What is the bullwhip effect?
“The bullwhip effect is an oscillation — in other words, supplies and demand go up and down — as you go from the consumer all the way back to the factory,” said Willy Shih, a professor at Harvard Business School. “And this oscillation looks like somebody cracking a bullwhip — where the person is holding the whip, you have small oscillations, but as you get farther and farther up the chain to the factory, the oscillations become bigger.”
For example, a small spike in consumer demand at the store level might cause a retailer to order slightly more product from wholesalers. The wholesaler, seeing that demand spike, might put in a bigger order increases with their distributor. That might trigger the distributor to put in an even bigger order increase from the factory, potentially causing the factory to overproduce.
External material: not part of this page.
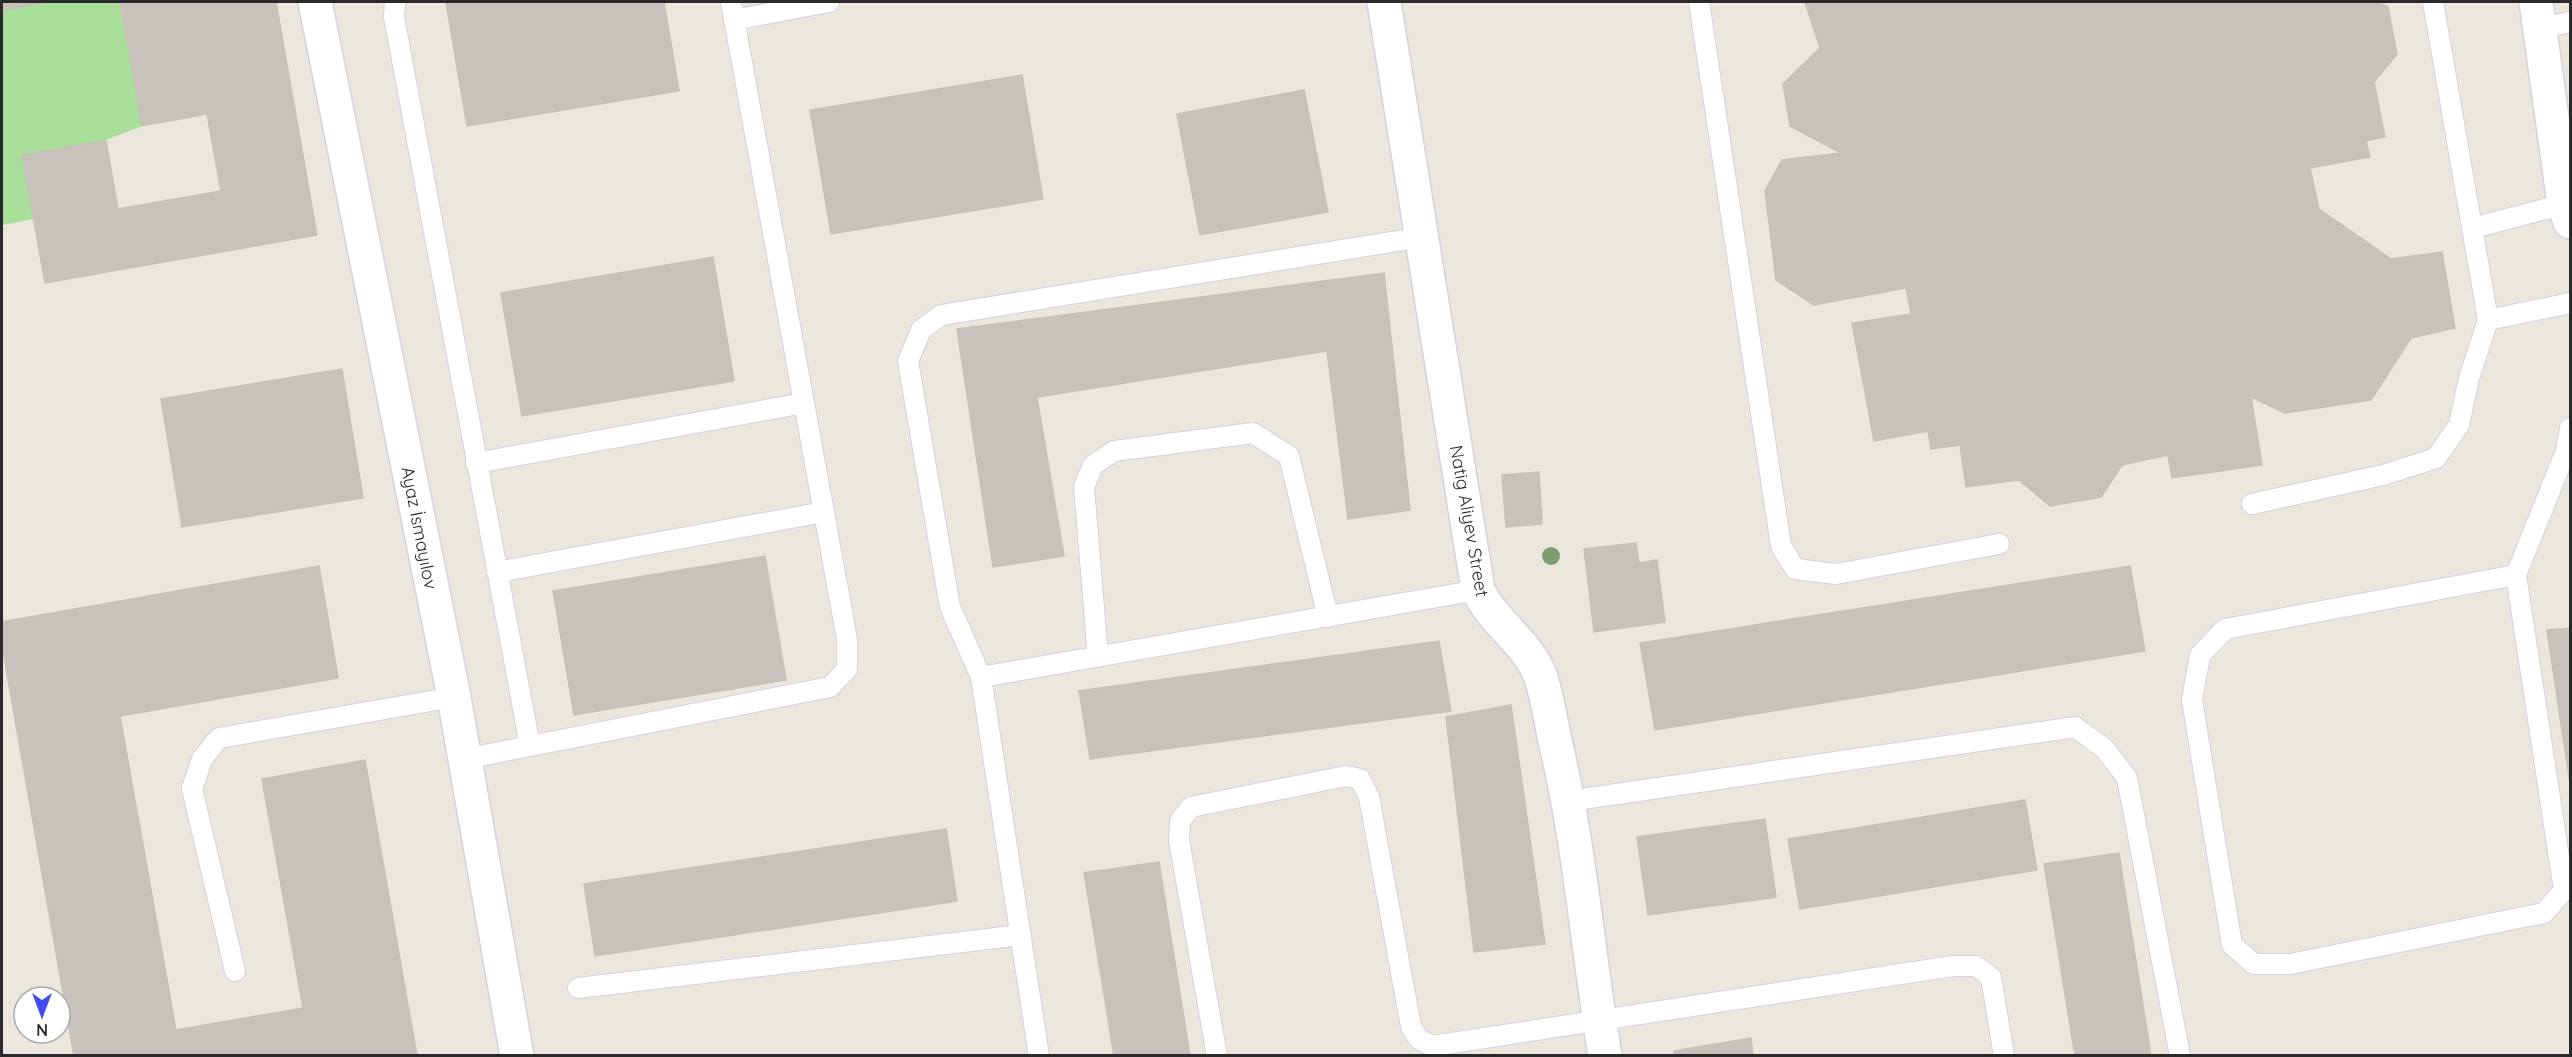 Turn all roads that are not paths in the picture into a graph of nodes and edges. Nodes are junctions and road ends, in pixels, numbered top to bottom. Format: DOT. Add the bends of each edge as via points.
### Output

“Everybody in the chain puts their own spin,” Shih said. “You see this bullwhip effect of the demand kind of rippling up the chain and then all of a sudden it’s like, ‘Whoops, I didn’t need that much,’ and it kind of ripples back down that chain.”
OK, you mentioned beer?
In the 1960s, a group of researchers at the Massachusetts Institute of Technology developed an exercise to simulate supply chain dynamics using beer as an example. Versions of the “beer game” or “beer distribution game” are commonly used to teach supply chain principles and demonstrate the bullwhip effect.
Shih plays a version of the game with his students (you can play a demo version here) and said they invariably run into trouble “because everybody wants to outsmart everybody” else.
Cool game. Why should I care?
One of the lessons of the game is that players trying to “outsmart” each other can have disastrous consequences for the supply chain.
“We see this going on among the notebook computer makers right now,” he said. “We have a semiconductor shortage and so all these guys are ordering more chips.”
Hoarding during periods of high demand creates the illusion of even higher demand, exacerbating the bullwhip effect.
“The answer is really for everybody in the chain to share information,” Shih said. “If everybody can work together, then you can really optimize it.”